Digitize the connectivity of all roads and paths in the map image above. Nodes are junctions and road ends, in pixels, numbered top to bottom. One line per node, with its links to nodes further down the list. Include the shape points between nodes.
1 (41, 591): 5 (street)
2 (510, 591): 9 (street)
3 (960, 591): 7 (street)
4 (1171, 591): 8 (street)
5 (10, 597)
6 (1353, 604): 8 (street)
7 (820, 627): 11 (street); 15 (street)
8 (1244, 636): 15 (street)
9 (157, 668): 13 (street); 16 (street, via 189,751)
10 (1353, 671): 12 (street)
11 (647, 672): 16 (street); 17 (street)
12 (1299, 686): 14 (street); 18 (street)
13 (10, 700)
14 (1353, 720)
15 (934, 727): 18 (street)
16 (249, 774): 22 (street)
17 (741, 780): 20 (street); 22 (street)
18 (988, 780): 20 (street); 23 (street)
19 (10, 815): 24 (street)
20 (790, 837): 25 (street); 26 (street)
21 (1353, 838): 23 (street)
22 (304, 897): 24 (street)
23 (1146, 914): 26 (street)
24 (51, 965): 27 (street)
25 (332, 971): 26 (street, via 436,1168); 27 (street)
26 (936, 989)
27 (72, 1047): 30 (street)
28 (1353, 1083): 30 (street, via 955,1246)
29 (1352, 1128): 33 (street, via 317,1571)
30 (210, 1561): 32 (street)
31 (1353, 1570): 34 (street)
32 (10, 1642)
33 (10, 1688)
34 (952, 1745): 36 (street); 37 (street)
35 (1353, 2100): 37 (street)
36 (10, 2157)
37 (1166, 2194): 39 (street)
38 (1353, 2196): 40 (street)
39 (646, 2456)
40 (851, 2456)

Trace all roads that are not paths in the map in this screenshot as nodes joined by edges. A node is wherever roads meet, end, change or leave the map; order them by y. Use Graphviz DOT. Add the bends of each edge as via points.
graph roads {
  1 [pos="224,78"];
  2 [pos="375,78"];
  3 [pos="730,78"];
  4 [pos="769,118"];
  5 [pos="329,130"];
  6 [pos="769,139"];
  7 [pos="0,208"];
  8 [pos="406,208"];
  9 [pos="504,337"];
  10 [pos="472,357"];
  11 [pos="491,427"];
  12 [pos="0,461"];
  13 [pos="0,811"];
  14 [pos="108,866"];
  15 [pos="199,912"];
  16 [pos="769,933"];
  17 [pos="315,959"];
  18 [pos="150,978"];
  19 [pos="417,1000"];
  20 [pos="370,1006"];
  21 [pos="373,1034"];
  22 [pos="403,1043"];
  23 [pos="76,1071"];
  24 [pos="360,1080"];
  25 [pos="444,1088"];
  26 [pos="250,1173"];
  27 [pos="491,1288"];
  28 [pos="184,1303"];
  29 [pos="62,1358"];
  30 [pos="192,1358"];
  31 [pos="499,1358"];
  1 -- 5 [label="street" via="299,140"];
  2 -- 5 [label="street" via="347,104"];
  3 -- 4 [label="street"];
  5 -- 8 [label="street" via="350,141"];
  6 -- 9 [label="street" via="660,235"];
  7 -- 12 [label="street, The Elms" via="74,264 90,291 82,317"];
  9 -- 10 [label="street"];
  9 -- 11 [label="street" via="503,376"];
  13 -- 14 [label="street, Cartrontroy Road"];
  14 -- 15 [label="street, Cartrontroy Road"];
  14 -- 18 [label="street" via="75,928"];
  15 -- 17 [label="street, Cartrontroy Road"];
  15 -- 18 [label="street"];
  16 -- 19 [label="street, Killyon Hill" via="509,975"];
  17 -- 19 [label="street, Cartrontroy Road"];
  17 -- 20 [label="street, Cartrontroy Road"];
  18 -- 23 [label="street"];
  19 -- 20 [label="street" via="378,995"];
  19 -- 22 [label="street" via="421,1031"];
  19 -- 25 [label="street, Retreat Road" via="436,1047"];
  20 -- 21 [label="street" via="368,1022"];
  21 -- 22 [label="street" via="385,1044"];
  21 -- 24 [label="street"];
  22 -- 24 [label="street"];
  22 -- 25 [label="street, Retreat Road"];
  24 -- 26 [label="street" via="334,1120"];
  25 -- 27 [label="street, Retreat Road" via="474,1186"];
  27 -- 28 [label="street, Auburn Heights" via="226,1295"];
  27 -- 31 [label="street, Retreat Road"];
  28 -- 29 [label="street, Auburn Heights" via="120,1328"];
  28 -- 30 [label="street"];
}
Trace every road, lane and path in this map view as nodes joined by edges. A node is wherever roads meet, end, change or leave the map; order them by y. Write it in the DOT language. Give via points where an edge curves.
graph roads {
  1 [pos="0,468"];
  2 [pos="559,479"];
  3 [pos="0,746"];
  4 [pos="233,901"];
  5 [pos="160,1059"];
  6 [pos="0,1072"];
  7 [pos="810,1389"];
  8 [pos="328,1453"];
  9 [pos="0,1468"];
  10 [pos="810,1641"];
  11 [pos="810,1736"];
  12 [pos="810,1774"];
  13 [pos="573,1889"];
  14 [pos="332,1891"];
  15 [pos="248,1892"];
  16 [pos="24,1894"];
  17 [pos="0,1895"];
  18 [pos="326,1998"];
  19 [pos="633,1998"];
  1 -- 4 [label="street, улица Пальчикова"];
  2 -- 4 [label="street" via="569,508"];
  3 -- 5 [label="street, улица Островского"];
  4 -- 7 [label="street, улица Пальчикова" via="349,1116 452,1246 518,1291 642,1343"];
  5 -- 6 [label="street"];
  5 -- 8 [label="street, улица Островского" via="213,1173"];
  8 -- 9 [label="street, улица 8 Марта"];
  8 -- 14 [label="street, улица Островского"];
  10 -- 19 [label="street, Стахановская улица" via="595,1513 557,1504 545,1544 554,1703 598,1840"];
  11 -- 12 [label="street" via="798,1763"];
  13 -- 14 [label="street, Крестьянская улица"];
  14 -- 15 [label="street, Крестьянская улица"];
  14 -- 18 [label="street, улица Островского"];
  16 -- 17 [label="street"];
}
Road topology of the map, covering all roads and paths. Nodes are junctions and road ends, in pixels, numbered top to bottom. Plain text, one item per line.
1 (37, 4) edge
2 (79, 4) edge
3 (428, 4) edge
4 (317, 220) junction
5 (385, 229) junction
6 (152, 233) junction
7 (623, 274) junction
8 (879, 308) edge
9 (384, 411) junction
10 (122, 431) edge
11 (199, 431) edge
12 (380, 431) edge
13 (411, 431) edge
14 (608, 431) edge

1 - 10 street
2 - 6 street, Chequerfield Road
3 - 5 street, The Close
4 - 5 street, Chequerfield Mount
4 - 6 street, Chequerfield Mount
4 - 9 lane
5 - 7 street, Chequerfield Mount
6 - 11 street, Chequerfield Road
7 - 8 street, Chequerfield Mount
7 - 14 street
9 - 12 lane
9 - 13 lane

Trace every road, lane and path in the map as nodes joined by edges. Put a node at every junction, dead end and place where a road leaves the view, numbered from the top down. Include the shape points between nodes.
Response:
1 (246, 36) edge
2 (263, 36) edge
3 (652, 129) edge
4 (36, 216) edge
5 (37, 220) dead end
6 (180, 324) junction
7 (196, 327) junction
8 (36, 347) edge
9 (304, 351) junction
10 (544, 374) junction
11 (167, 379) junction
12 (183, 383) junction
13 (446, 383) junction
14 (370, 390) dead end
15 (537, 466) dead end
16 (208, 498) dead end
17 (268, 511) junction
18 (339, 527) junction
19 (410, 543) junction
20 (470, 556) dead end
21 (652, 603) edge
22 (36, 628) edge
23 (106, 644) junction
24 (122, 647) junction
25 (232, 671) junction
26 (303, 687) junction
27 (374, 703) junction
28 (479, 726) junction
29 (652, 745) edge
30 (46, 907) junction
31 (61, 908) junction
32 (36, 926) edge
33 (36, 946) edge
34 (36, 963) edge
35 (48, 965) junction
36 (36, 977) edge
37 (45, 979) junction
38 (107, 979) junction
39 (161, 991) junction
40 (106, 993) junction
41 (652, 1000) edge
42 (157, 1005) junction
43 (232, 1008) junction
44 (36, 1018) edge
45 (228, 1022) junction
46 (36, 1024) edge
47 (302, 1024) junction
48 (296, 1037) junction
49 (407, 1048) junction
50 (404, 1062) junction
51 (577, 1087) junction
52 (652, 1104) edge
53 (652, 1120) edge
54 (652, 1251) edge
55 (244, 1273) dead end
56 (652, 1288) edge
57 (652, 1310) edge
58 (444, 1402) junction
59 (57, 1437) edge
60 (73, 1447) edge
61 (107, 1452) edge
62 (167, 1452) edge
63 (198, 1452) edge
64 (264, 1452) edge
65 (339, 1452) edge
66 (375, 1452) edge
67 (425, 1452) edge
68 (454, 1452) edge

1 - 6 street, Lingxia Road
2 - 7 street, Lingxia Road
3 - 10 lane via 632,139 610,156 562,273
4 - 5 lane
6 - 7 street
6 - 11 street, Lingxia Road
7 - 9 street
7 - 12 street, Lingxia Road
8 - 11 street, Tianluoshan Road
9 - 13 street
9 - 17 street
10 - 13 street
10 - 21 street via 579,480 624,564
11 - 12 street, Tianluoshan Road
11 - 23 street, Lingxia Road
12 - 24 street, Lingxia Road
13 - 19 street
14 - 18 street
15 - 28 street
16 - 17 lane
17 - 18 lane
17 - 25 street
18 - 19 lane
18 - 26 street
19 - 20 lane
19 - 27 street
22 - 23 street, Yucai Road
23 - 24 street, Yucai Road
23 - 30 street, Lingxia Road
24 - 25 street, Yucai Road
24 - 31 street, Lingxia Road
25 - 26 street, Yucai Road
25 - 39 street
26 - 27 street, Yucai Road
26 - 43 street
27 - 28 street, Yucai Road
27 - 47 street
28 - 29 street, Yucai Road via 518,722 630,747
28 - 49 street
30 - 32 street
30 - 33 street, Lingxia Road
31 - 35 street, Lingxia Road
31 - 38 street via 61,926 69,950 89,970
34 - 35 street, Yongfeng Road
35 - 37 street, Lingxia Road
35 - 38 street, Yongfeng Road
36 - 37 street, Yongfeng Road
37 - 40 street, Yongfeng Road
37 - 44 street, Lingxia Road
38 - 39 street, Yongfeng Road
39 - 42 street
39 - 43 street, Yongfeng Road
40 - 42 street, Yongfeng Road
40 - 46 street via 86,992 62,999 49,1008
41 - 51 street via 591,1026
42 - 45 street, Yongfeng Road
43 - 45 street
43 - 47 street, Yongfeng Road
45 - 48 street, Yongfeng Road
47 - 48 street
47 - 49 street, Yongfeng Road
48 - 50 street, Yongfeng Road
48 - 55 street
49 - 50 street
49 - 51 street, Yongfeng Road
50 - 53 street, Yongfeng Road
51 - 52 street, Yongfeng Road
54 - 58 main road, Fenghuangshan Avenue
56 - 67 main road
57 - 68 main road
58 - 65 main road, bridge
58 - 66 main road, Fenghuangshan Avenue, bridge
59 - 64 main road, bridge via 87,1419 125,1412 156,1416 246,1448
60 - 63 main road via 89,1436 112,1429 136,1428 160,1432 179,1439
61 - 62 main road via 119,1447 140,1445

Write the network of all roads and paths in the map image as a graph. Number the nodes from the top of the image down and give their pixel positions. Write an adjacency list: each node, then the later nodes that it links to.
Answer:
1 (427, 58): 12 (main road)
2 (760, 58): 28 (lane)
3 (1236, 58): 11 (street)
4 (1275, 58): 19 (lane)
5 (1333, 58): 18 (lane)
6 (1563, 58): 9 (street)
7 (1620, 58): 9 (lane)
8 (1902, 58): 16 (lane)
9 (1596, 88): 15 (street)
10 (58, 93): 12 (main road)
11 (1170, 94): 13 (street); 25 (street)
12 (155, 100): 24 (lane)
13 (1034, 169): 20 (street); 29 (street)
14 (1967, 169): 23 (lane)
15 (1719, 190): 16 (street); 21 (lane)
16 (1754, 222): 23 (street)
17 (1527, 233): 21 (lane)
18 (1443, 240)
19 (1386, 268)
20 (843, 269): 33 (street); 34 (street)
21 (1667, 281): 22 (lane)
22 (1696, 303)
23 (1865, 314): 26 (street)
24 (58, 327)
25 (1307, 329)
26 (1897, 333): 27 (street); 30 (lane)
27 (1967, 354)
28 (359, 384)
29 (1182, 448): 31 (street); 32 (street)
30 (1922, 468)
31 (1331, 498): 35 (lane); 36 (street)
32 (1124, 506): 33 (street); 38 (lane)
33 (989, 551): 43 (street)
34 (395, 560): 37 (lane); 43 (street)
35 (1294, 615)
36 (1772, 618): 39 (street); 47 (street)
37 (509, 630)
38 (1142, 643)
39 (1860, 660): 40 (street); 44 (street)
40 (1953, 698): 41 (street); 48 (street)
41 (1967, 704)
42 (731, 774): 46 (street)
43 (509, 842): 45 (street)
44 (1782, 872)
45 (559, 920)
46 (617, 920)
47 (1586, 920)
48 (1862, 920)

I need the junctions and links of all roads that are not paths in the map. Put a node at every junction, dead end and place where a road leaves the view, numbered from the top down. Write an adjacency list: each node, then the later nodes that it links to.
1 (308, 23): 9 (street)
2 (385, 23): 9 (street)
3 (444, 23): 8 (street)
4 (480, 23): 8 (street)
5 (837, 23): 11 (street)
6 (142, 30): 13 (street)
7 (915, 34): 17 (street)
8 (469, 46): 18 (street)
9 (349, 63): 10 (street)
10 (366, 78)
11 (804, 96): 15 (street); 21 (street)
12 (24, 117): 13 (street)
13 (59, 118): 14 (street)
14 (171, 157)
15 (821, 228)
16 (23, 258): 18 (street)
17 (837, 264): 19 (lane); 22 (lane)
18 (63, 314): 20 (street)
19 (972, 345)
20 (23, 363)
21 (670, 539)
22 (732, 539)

----

▶ YOUR GOAL:
Start at the line with "I need the junctions". Give that line and every line after it again, word for word, through the last line above.

▶ RESULT FOR THIS EXERCISE:
I need the junctions and links of all roads that are not paths in the map. Put a node at every junction, dead end and place where a road leaves the view, numbered from the top down. Write an adjacency list: each node, then the later nodes that it links to.
1 (308, 23): 9 (street)
2 (385, 23): 9 (street)
3 (444, 23): 8 (street)
4 (480, 23): 8 (street)
5 (837, 23): 11 (street)
6 (142, 30): 13 (street)
7 (915, 34): 17 (street)
8 (469, 46): 18 (street)
9 (349, 63): 10 (street)
10 (366, 78)
11 (804, 96): 15 (street); 21 (street)
12 (24, 117): 13 (street)
13 (59, 118): 14 (street)
14 (171, 157)
15 (821, 228)
16 (23, 258): 18 (street)
17 (837, 264): 19 (lane); 22 (lane)
18 (63, 314): 20 (street)
19 (972, 345)
20 (23, 363)
21 (670, 539)
22 (732, 539)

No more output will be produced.